*AIM OF THE EXERCISE:*
Go through the records and show each line where the word "numbered" occurs.

Data extracted from a collection
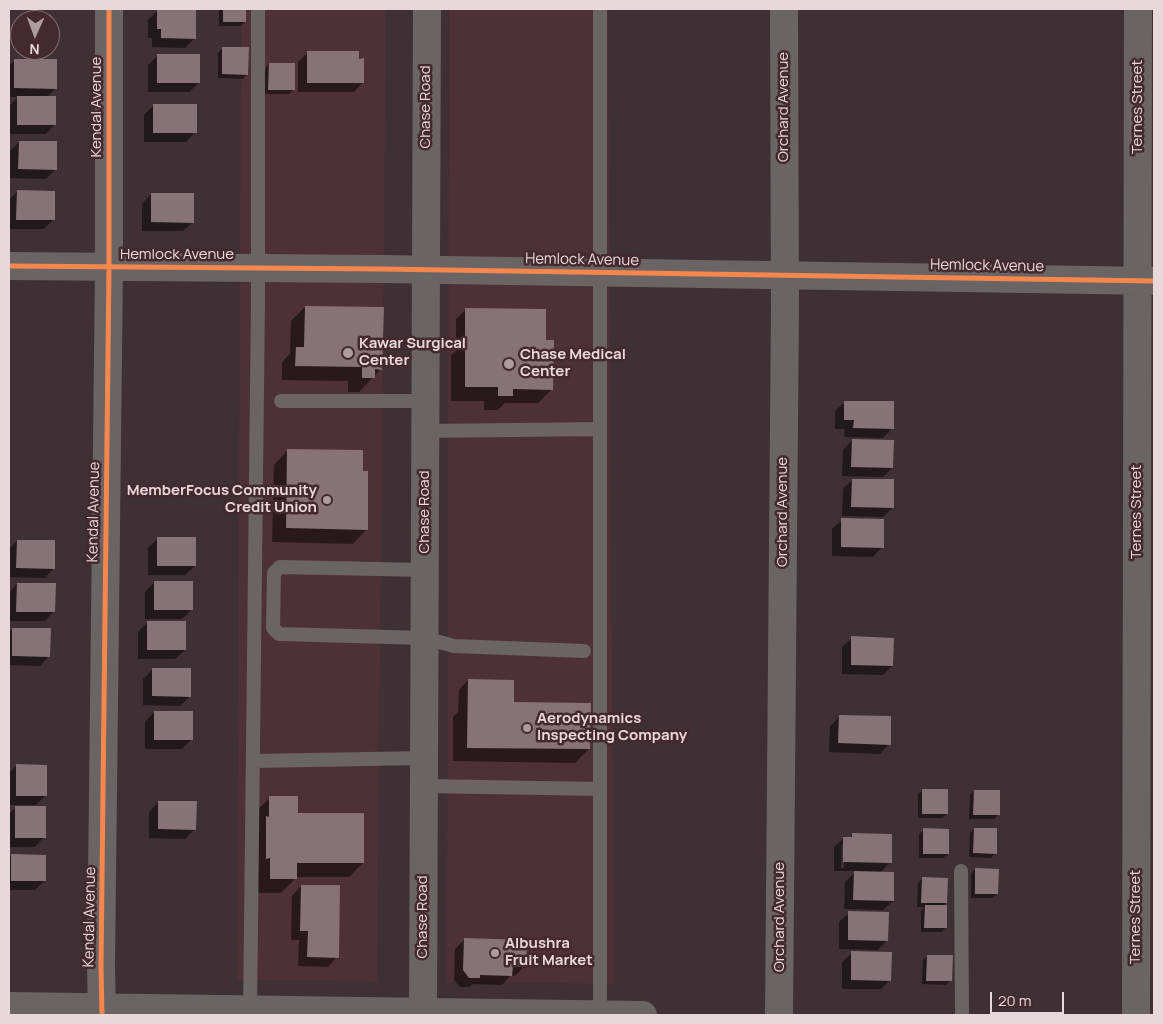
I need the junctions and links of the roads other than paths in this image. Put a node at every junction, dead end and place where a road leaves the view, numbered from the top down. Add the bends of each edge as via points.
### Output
1 (109, 9) edge
2 (258, 9) edge
3 (426, 9) edge
4 (600, 9) edge
5 (784, 9) edge
6 (1138, 9) edge
7 (9, 266) edge
8 (109, 267) junction
9 (259, 268) junction
10 (426, 270) junction
11 (600, 272) junction
12 (784, 275) junction
13 (1146, 281) edge
14 (281, 401) dead end
15 (425, 401) junction
16 (600, 429) junction
17 (426, 431) junction
18 (425, 570) junction
19 (425, 638) junction
20 (584, 651) dead end
21 (424, 758) junction
22 (253, 761) junction
23 (424, 786) junction
24 (600, 789) junction
25 (961, 872) dead end
26 (9, 1006) edge
27 (102, 1011) edge
28 (250, 1012) edge
29 (423, 1014) edge
30 (600, 1015) edge
31 (643, 1015) edge
32 (779, 1015) edge
33 (962, 1015) edge
34 (1136, 1015) edge

1 - 8 street, Kendal Avenue
2 - 9 lane
3 - 10 street, Chase Road
4 - 11 lane
5 - 12 street, Orchard Avenue
6 - 13 street, Ternes Street
7 - 8 street, Hemlock Avenue
8 - 9 street, Hemlock Avenue
8 - 27 street, Kendal Avenue
9 - 10 street, Hemlock Avenue
9 - 22 lane
10 - 11 street, Hemlock Avenue
10 - 15 street, Chase Road
11 - 12 street, Hemlock Avenue
11 - 16 lane
12 - 13 street, Hemlock Avenue
12 - 32 street, Orchard Avenue
13 - 34 street, Ternes Street
14 - 15 lane
15 - 17 street, Chase Road
16 - 17 lane
16 - 24 lane
17 - 18 street, Chase Road
18 - 19 street, Chase Road
18 - 19 lane via 280,567 274,573 273,628 279,634
19 - 20 lane via 454,646
19 - 21 street, Chase Road
21 - 22 lane
21 - 23 street, Chase Road
22 - 28 lane
23 - 24 lane
23 - 29 street, Chase Road
24 - 30 lane
25 - 33 lane
26 - 27 street
27 - 28 street
28 - 29 street
29 - 30 street
30 - 31 street

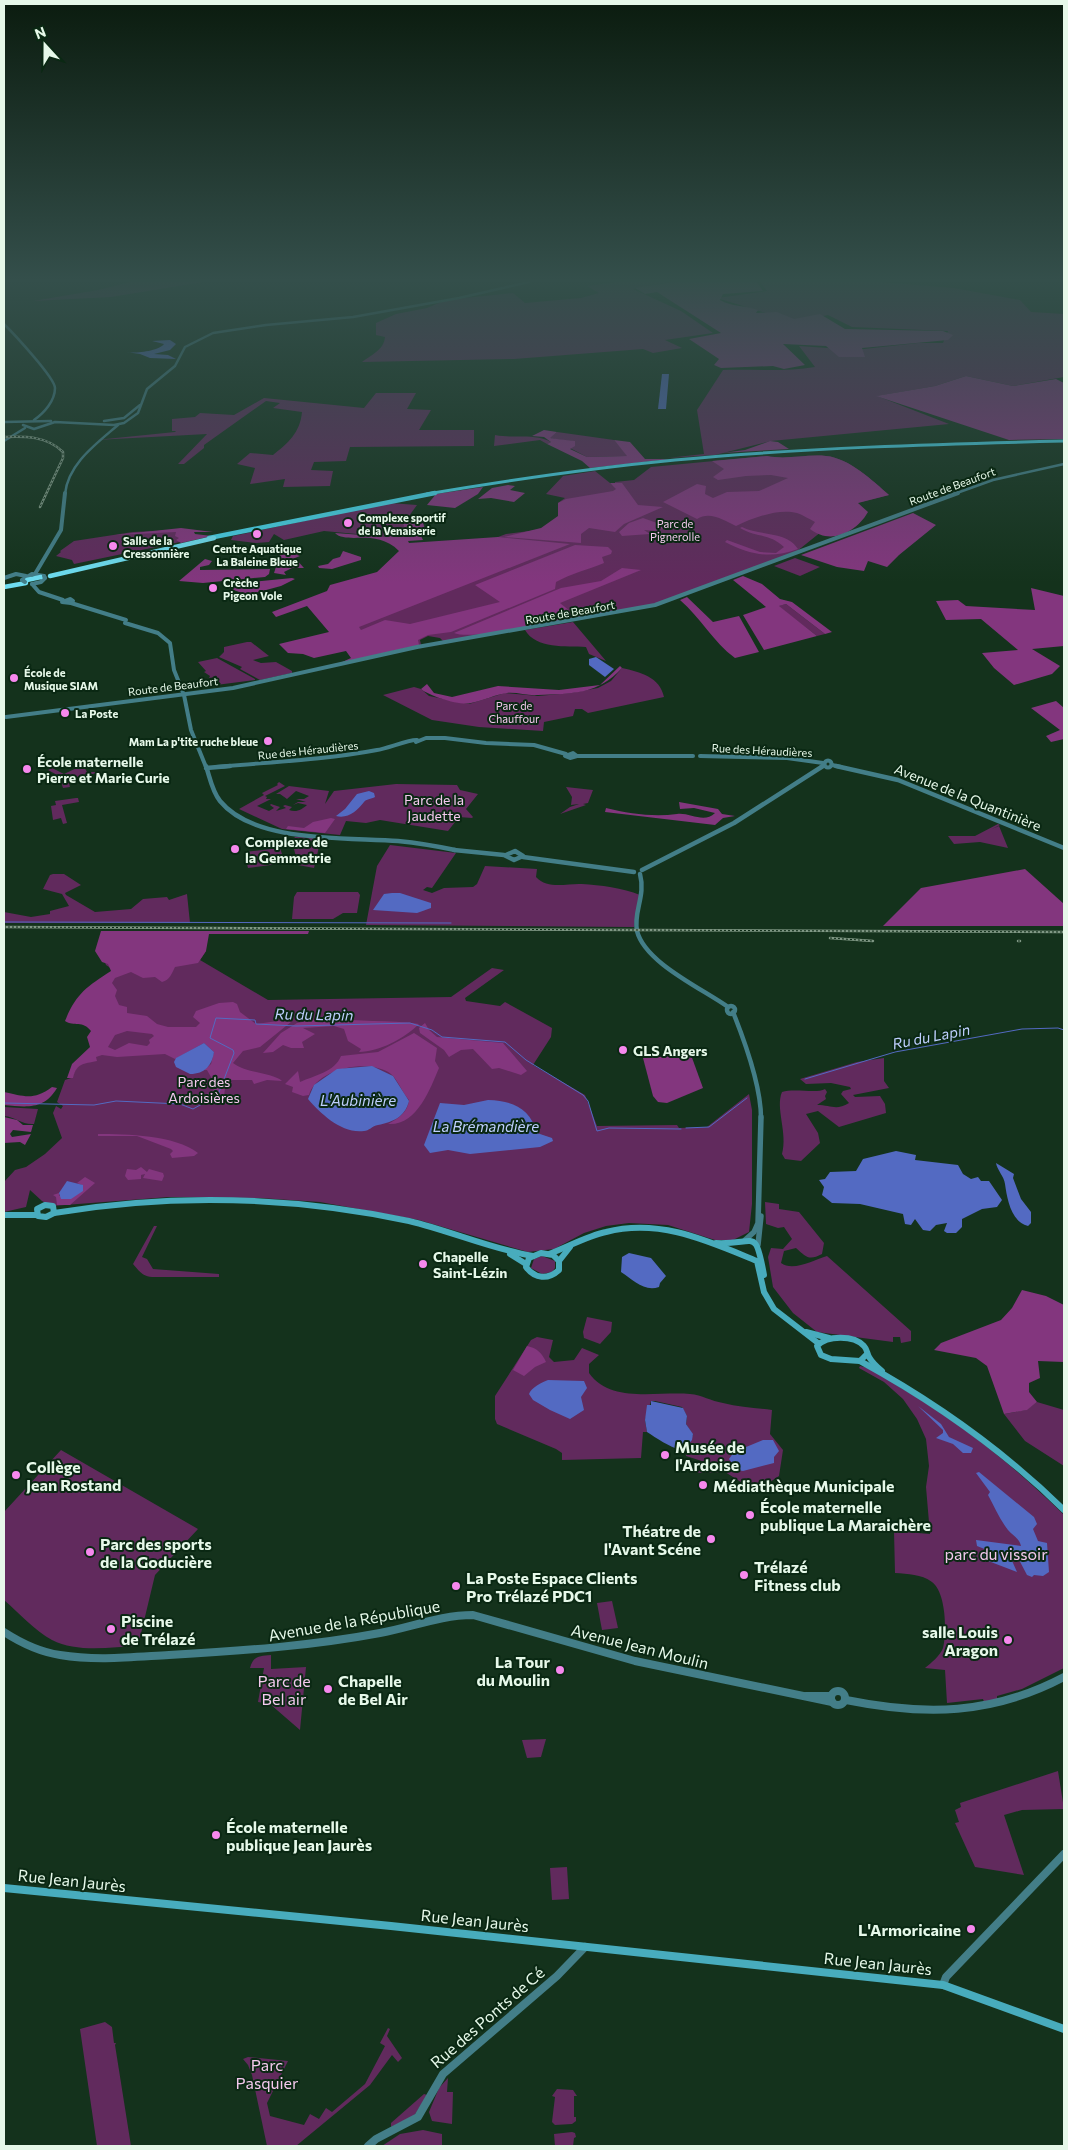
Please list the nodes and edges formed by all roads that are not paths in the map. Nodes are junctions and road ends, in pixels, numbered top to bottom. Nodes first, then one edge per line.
1 (53, 382) edge
2 (155, 382) edge
3 (140, 404) junction
4 (43, 413) junction
5 (120, 419) junction
6 (34, 420) junction
7 (126, 421) junction
8 (27, 422) junction
9 (45, 422) junction
10 (4, 423) edge
11 (110, 423) junction
12 (118, 425) junction
13 (24, 426) junction
14 (32, 429) junction
15 (112, 431) junction
16 (17, 434) junction
17 (4, 441) edge
18 (1064, 441) edge
19 (1064, 464) edge
20 (250, 529) junction
21 (167, 548) joint
22 (35, 574) junction
23 (44, 577) junction
24 (4, 578) edge
25 (25, 581) junction
26 (4, 586) edge
27 (50, 596) junction
28 (183, 693) junction
29 (10, 716) dead end
30 (824, 764) junction
31 (832, 765) joint
32 (206, 768) junction
33 (1064, 848) edge
34 (506, 855) junction
35 (522, 857) junction
36 (641, 872) junction
37 (760, 1203) junction
38 (54, 1210) junction
39 (37, 1212) junction
40 (7, 1215) edge
41 (704, 1241) junction
42 (742, 1241) junction
43 (574, 1244) junction
44 (759, 1248) junction
45 (504, 1250) junction
46 (739, 1253) junction
47 (549, 1254) junction
48 (532, 1256) junction
49 (748, 1256) junction
50 (559, 1261) junction
51 (526, 1264) junction
52 (828, 1338) junction
53 (818, 1343) junction
54 (867, 1354) junction
55 (860, 1361) junction
56 (887, 1376) junction
57 (1064, 1510) edge
58 (474, 1615) joint
59 (4, 1632) edge
60 (1064, 1677) edge
61 (831, 1699) junction
62 (846, 1700) junction
63 (1064, 1854) edge
64 (4, 1888) edge
65 (585, 1947) junction
66 (943, 1986) junction
67 (1064, 2029) edge
68 (368, 2146) edge

1 - 4 street
2 - 3 street
3 - 5 street
3 - 7 street
4 - 6 street
4 - 9 street
5 - 7 street
5 - 11 street
6 - 8 street
6 - 9 street
7 - 12 street
8 - 10 street
8 - 13 street
9 - 11 street
9 - 14 street
10 - 13 street
11 - 12 street
11 - 15 street
12 - 15 street
13 - 14 street
13 - 16 street
14 - 16 street
15 - 22 street
16 - 17 street
18 - 20 main road
19 - 28 street, Route de Beaufort
20 - 21 main road
20 - 23 main road
21 - 23 highway
22 - 23 street
22 - 25 street
23 - 25 highway
23 - 27 street
24 - 25 street
25 - 26 highway
25 - 27 street
27 - 28 street
28 - 29 street, Route de Beaufort
28 - 32 street
30 - 31 street, Rue des Héraudières
30 - 32 street, Rue des Héraudières
30 - 36 street
31 - 33 street, Avenue de la Quantinière
32 - 34 street
34 - 35 street
34 - 35 street
35 - 36 street
36 - 37 street
37 - 42 street
37 - 44 street
38 - 39 main road
38 - 39 main road
38 - 45 main road
39 - 40 main road
41 - 42 main road
41 - 43 main road
41 - 46 main road
42 - 44 main road
42 - 46 main road
43 - 47 main road
43 - 50 main road
44 - 49 main road
44 - 52 main road
45 - 48 main road
45 - 51 main road
46 - 49 main road
47 - 48 main road
47 - 50 main road
48 - 51 main road
49 - 53 main road
50 - 51 main road
52 - 53 main road
52 - 54 main road
53 - 55 main road
54 - 55 main road
54 - 56 main road
55 - 56 main road
56 - 57 main road
58 - 59 street, Avenue de la République
58 - 61 street, Avenue Jean Moulin
60 - 62 street
61 - 62 street
61 - 62 street
63 - 66 street
64 - 65 main road, Rue Jean Jaurès
65 - 66 main road, Rue Jean Jaurès
65 - 68 street, Rue des Ponts de Cé
66 - 67 main road, Rue Jean Jaurès

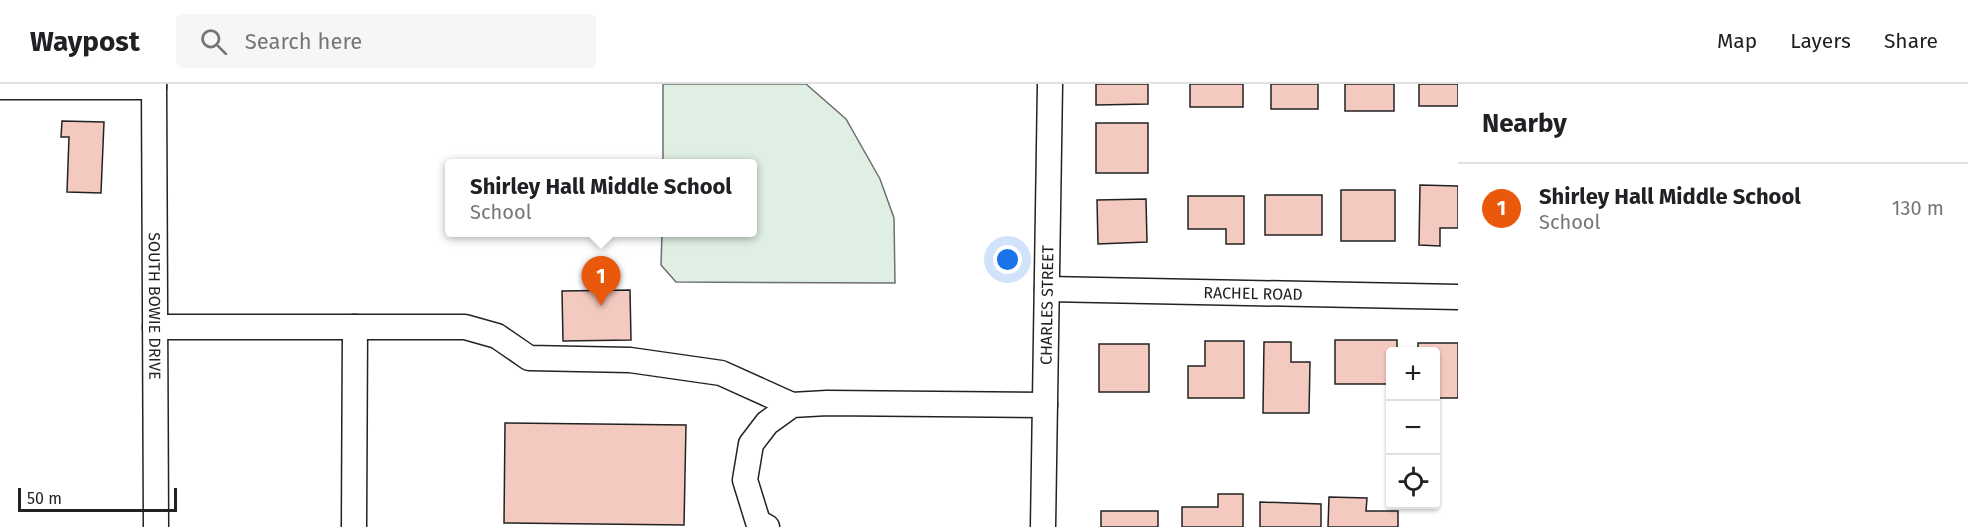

*ANSWER BOX:*
I need the junctions and links of the roads other than paths in this image. Put a node at every junction, dead end and place where a road leaves the view, numbered from the top down. Add the bends of each edge as via points.
Please list the nodes and edges formed by all roads that are not paths in the map. Nodes are junctions and road ends, in pixels, numbered top to bottom. Nodes first, then one edge per line.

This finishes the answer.